Il ricane. Le son est sec, tranchant. Pas un rire. Une érosion.

— Bonne chance. Ils sont plus nombreux que les cafards, et bien plus rancuniers.

— Justement ce qu’il me faut.

Il avance. Son pas ne fait presque aucun bruit, comme si la gravité elle-même hésitait à le retenir. À cette distance, je capte mieux les détails. Les tatouages qui serpentent le long de sa gorge, les inscriptions en alphabets oubliés, les fragments de code et les runes hybrides, cybernétiques et archaïques. Ce type est un message crypté, un manifeste chaotique tatoué à même la peau. Et certaines lignes sont brouillées par des cicatrices. Des erreurs de parcours. Des trahisons.

— Tu veux infiltrer le cœur du Syndicat. Tu veux retrouver ta sœur. Très noble. Très con aussi. Tu sais ce qu’ils font aux infiltrés ?

Je le fixe droit dans les yeux.

— Je sais ce qu’ils ont fait à elle. Et je sais ce que je suis prête à faire en retour.

Il me jauge. Comme s’il mesurait la profondeur de ma haine, la densité de mon désespoir.

— T’as des crocs, princesse. J’aime ça.

— Ne m’appelle plus jamais comme ça.

— Marché conclu.

Il sort un datapad. L’objet brille d’un bleu glacé, pulsant comme un cœur synthétique. Il me le tend. L’écran se déploie en éventail lumineux. Dossiers cryptés. Cartes mentales. Cibles. Coordonnées. Protocoles de contact. Falsifications d’identités. Tout y est. Une descente balisée vers l’enfer.

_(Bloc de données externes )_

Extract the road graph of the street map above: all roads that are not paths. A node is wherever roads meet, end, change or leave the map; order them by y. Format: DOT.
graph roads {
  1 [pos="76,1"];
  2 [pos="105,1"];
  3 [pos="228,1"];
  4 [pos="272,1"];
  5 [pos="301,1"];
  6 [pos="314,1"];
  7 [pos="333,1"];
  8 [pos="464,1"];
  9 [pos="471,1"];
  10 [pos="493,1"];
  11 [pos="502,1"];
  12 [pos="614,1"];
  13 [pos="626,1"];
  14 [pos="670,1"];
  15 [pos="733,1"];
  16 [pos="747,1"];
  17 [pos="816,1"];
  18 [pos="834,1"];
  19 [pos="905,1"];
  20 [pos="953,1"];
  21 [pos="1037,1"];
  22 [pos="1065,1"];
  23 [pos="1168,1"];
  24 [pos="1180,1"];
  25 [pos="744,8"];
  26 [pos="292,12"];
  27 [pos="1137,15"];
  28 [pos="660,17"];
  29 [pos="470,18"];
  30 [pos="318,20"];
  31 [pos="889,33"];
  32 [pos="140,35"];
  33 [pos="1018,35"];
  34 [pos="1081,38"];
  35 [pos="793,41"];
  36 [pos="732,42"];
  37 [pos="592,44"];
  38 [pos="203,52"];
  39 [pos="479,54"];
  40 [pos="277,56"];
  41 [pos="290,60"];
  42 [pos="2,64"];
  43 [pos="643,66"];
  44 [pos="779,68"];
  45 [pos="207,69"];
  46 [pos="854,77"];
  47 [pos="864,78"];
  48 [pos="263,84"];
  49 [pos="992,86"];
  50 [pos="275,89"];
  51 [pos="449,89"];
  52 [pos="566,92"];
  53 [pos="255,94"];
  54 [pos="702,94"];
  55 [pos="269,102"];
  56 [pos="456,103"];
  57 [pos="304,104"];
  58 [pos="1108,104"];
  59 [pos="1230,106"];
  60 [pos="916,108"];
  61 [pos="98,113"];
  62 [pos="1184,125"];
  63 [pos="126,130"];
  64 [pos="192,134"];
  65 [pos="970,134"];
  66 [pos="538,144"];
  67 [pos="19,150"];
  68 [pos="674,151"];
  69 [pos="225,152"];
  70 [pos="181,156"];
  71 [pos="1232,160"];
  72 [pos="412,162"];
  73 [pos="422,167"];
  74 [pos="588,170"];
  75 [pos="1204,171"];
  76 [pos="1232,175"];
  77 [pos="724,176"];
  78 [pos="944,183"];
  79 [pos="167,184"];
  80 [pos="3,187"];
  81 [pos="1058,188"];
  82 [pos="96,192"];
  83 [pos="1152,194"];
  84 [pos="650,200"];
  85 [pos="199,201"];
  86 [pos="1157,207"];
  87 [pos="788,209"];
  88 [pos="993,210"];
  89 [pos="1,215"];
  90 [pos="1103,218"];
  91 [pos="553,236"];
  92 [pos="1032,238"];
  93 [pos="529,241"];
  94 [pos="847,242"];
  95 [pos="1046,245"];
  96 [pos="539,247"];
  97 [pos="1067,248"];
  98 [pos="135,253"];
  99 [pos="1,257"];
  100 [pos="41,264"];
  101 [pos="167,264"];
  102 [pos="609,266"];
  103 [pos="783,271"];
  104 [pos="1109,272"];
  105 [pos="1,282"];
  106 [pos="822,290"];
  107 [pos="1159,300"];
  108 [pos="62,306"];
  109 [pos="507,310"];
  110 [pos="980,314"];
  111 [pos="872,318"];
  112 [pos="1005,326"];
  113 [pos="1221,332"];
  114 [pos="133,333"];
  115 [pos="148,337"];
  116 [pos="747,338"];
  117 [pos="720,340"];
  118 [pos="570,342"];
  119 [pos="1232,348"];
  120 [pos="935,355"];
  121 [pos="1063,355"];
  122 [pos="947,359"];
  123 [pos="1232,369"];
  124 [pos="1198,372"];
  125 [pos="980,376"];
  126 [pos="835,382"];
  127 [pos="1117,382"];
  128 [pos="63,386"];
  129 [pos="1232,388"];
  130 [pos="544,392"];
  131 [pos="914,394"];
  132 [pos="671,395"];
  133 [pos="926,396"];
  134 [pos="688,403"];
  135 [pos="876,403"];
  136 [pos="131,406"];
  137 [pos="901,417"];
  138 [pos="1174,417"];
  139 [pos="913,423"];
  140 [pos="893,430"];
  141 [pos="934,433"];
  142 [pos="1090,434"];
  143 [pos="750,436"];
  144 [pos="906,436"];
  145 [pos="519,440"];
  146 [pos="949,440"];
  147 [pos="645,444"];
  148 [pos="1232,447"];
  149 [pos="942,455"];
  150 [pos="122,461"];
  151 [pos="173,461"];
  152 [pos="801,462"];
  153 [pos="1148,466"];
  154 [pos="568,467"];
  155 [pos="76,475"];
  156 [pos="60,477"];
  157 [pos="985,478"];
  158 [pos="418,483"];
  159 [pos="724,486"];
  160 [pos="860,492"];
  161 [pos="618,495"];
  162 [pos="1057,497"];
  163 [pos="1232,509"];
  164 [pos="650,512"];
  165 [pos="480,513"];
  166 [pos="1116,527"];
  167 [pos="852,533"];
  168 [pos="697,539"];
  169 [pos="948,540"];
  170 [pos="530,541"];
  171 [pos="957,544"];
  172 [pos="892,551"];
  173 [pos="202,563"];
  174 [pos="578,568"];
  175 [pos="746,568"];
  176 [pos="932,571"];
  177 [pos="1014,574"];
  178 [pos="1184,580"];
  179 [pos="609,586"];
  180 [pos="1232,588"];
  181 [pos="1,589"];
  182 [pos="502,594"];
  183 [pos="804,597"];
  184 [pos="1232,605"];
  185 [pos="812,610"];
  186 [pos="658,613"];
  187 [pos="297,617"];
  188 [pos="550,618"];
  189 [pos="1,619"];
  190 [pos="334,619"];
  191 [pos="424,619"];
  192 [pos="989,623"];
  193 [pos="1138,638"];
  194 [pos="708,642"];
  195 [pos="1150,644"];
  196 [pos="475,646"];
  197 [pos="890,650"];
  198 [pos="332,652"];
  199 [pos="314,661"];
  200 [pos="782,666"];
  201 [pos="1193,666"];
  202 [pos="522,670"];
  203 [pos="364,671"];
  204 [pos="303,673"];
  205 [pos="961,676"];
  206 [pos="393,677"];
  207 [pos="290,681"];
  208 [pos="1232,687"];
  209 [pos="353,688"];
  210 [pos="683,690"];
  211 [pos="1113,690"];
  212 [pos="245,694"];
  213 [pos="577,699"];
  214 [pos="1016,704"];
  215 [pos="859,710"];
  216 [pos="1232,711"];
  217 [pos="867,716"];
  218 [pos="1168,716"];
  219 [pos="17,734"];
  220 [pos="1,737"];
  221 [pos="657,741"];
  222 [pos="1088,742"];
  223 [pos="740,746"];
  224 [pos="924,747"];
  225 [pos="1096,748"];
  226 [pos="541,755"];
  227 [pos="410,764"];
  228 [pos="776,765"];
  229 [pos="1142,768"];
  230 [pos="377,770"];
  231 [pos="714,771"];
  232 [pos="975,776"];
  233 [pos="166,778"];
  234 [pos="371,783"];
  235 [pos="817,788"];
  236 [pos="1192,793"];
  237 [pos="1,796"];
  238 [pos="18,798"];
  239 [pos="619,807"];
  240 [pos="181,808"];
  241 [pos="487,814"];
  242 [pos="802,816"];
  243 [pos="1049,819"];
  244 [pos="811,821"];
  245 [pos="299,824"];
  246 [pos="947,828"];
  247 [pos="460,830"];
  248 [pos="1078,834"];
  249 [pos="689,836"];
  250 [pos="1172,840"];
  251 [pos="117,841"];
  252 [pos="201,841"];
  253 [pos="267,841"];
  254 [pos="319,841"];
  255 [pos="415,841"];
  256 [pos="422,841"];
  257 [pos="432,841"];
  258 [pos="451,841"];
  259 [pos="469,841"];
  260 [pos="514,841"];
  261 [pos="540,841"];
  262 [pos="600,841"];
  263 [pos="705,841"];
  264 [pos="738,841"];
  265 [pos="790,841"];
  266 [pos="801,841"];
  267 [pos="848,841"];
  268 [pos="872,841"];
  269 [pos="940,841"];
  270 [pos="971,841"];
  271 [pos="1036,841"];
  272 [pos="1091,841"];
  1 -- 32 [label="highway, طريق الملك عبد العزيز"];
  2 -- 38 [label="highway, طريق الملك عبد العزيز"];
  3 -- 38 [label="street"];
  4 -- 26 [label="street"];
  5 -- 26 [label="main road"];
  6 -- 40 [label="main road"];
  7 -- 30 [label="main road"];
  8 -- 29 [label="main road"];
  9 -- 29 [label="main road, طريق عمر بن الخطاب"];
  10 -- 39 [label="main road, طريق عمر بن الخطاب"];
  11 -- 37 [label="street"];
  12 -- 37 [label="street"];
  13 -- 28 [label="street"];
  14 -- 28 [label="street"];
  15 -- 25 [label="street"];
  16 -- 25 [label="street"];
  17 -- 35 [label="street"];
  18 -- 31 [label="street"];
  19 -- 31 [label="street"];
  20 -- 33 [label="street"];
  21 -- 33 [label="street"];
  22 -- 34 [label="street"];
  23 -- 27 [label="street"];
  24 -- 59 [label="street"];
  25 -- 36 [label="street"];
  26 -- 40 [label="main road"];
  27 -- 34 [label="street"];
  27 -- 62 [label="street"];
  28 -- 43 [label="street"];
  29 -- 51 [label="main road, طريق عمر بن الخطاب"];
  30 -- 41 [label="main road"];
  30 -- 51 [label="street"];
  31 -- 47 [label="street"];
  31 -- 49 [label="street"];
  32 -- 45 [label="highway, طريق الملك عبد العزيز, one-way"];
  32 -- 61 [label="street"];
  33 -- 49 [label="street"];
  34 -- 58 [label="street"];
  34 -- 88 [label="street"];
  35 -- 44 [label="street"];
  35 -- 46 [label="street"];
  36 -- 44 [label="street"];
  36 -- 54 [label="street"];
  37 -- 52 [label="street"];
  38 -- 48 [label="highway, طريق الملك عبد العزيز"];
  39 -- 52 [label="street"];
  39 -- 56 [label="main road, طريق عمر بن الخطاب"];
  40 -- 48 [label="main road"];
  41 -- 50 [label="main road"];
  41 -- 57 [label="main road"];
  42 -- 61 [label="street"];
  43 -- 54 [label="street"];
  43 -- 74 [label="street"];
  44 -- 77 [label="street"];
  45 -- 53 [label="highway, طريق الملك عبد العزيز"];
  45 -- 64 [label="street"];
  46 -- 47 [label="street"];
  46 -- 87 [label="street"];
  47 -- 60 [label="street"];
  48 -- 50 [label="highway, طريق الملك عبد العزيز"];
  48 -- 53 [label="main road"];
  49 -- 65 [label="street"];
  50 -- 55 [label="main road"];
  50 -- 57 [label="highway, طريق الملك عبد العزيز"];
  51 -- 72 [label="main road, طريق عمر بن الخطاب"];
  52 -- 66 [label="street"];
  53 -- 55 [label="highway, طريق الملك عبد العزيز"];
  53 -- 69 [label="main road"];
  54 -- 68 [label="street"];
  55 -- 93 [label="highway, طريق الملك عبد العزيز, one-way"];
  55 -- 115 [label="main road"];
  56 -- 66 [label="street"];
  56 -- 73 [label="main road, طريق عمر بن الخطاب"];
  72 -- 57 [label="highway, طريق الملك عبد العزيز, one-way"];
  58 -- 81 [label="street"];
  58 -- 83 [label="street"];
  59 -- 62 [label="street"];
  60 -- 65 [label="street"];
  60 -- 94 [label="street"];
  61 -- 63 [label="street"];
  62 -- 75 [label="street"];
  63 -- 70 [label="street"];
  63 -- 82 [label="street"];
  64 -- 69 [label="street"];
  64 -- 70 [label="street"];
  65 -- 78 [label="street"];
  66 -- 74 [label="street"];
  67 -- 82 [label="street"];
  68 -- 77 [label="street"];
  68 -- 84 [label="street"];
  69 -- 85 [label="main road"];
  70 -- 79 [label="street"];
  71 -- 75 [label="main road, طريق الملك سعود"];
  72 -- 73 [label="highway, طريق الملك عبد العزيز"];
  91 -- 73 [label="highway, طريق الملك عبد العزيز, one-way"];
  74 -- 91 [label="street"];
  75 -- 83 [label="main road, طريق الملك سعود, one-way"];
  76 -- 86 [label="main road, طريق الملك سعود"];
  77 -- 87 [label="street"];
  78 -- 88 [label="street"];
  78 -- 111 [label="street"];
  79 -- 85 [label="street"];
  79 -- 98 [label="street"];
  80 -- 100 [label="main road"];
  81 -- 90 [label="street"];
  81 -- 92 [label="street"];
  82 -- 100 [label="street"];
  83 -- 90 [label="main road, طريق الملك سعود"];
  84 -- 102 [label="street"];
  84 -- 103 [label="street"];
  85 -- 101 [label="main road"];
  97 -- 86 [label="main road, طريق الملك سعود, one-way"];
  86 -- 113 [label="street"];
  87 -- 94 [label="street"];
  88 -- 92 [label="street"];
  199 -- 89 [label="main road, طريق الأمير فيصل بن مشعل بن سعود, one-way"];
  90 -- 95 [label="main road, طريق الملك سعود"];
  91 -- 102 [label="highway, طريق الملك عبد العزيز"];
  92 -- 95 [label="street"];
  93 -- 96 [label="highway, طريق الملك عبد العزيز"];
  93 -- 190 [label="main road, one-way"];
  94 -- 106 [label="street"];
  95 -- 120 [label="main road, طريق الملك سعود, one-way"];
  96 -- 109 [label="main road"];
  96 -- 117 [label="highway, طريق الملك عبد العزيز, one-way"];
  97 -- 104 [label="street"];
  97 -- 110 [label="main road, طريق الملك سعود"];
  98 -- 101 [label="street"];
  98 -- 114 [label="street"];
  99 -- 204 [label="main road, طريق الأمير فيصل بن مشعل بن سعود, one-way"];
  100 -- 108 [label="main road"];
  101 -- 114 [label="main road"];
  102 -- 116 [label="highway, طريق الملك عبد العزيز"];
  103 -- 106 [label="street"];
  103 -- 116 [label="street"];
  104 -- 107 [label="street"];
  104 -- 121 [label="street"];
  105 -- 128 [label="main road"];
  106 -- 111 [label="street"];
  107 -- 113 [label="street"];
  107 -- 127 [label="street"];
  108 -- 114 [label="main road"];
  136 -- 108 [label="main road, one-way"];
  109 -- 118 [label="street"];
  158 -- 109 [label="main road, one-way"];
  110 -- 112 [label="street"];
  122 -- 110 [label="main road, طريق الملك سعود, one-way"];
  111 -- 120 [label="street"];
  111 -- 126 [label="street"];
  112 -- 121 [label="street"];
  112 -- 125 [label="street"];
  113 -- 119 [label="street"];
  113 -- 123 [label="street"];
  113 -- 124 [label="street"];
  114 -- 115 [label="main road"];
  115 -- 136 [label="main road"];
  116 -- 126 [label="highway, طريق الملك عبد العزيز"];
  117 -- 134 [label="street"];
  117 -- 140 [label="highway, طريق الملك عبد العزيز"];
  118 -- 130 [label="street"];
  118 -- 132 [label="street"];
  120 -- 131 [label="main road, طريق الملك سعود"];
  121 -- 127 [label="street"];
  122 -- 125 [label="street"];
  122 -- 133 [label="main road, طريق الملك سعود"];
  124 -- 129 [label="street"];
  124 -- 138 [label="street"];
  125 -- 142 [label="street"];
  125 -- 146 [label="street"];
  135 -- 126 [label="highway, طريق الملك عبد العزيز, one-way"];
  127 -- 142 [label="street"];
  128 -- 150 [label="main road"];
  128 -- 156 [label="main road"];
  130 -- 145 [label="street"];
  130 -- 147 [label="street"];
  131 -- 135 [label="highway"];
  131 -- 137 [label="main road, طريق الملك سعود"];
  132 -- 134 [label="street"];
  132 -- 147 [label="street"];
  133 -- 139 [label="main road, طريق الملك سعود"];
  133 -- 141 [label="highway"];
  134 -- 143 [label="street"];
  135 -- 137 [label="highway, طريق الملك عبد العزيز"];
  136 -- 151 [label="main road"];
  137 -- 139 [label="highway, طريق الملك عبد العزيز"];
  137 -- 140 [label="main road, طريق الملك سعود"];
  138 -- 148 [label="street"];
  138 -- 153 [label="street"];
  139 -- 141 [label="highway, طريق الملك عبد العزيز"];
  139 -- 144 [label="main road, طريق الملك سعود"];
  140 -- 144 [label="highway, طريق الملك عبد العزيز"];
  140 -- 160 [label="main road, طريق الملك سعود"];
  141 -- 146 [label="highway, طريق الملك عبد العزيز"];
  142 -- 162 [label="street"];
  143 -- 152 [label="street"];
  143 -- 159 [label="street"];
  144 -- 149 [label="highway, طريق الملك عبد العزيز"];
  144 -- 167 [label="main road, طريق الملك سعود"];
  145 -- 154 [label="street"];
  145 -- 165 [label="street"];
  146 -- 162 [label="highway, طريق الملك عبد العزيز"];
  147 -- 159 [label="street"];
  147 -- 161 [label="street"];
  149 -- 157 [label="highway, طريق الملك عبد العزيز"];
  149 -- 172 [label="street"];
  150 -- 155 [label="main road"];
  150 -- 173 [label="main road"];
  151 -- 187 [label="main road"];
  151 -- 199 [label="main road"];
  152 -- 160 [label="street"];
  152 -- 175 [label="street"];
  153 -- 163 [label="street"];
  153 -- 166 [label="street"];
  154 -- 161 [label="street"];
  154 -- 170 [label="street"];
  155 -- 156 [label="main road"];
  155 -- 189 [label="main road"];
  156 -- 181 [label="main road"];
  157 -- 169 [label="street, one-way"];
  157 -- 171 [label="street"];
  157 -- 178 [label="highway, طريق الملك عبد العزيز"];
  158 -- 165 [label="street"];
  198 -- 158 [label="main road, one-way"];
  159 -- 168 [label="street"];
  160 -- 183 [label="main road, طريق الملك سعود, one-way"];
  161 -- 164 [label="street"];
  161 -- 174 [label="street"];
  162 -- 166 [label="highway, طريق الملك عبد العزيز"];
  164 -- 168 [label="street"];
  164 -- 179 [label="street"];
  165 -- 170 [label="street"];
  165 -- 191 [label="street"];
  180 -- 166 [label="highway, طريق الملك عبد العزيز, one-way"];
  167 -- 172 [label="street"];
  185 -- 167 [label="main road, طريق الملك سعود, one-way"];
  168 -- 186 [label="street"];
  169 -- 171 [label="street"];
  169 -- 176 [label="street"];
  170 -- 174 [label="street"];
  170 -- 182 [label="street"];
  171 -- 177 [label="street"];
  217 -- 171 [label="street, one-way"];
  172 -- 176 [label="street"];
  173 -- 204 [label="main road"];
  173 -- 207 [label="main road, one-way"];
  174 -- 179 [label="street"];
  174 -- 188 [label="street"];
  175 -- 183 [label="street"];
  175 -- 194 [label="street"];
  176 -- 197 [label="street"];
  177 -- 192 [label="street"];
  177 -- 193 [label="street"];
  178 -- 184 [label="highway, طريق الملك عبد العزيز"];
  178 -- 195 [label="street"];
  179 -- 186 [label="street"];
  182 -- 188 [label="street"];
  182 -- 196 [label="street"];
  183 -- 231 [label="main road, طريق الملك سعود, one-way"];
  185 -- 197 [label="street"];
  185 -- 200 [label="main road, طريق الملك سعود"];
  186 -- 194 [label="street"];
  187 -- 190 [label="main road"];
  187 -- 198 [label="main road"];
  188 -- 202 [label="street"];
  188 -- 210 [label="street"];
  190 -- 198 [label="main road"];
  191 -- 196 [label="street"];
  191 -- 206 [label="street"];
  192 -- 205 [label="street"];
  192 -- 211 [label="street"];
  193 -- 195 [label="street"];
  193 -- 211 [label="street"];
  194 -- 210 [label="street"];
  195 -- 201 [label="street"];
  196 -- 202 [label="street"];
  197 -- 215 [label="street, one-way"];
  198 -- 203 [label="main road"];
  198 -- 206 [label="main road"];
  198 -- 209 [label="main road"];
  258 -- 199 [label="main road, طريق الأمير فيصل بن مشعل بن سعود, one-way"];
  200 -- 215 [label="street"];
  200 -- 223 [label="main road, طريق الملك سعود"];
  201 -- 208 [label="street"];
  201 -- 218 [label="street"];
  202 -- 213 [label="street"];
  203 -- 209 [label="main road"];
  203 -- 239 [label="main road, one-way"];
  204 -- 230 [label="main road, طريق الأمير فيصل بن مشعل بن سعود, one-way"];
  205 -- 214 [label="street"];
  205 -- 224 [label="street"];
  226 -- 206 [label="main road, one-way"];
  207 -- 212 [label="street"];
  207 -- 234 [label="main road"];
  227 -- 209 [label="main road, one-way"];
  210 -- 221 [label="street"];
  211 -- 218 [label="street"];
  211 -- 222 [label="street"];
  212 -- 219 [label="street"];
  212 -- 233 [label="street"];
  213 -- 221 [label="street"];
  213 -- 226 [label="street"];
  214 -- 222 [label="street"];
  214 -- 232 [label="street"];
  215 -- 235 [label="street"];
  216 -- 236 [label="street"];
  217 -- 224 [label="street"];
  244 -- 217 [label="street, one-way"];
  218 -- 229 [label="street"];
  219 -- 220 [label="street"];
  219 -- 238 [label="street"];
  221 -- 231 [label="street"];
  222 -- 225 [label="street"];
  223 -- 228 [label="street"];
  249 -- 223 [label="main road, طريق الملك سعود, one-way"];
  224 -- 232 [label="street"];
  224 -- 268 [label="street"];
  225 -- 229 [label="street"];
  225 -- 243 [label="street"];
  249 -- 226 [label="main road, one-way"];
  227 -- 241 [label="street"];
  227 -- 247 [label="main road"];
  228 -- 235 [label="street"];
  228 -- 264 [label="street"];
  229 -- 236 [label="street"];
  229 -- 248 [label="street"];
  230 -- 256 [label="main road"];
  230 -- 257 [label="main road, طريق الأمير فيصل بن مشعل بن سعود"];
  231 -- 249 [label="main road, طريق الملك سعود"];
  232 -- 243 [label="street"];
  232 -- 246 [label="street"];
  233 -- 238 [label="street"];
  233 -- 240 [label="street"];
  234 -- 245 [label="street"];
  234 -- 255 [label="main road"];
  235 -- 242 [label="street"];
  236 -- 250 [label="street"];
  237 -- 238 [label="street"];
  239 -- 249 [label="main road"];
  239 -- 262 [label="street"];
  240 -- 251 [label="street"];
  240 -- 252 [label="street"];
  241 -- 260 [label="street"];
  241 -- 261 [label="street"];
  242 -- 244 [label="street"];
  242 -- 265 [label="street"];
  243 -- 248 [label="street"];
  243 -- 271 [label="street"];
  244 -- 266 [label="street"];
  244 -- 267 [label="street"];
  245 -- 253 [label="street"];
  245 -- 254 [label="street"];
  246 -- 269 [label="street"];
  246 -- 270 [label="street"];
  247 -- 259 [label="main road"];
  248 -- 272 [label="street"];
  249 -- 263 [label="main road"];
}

Je prends l’objet, sans trembler.

— Tu commenceras en bas. Tu grimperas s’ils te laissent vivre assez longtemps. Et faut que tu sois claire sur un point : ce monde-là n’a pas de place pour les scrupules. Tu veux survivre ? Alors oublie la morale. Et oublie qui tu es.

— Trop tard. J’ai déjà tout brûlé.

Le datapad glisse dans ma poche. Il est plus lourd qu’il n’y paraît. Ou peut-être est-ce juste le poids de ce que je viens d’accepter. Le vent redouble, fouettant nos visages, apportant avec lui des relents de plastique fondu et d’ozone. Une sirène résonne dans le lointain. Quelqu’un hurle. Puis le silence retombe. Compact. Tendu.

En contrebas, un convoi blindé fend la brume. Trois véhicules, bardés d’armures, escortés par des sentinelles à visière rouge. Deux enfants se cachent sous une arche effondrée, pelotonnés l’un contre l’autre. Personne ne les aide. Personne ne les voit. Ils sont déjà des fantômes.

Caelum me fixe encore un instant. Son regard s’attarde, cherche quelque chose. Une faille, peut-être. Un doute. Il ne trouve rien.

— Première mission dans douze heures. Une cargaison. Un test. Sois à l’heure, ou meurs à l’avance.

Il disparaît dans l’escalier rouillé, avalé par la rouille et la nuit. Je reste seule sur le toit. Le vent m’arrache les dernières braises de ma clope. Je pense à elle. À son rire. À sa voix. À la peur dans ses yeux, la dernière fois qu’on s’est vues. Je pense à ce qu’elle aurait fait à ma place. Et je sais déjà que je vais aller plus loin. Plus bas. Plus profond.

Je jette mon mégot par-dessus le rebord. Il tombe dans l’obscurité. Moi, je reste. Immobile. En veille. Là où la cendre s’accumule, une étincelle suffit à tout faire exploser.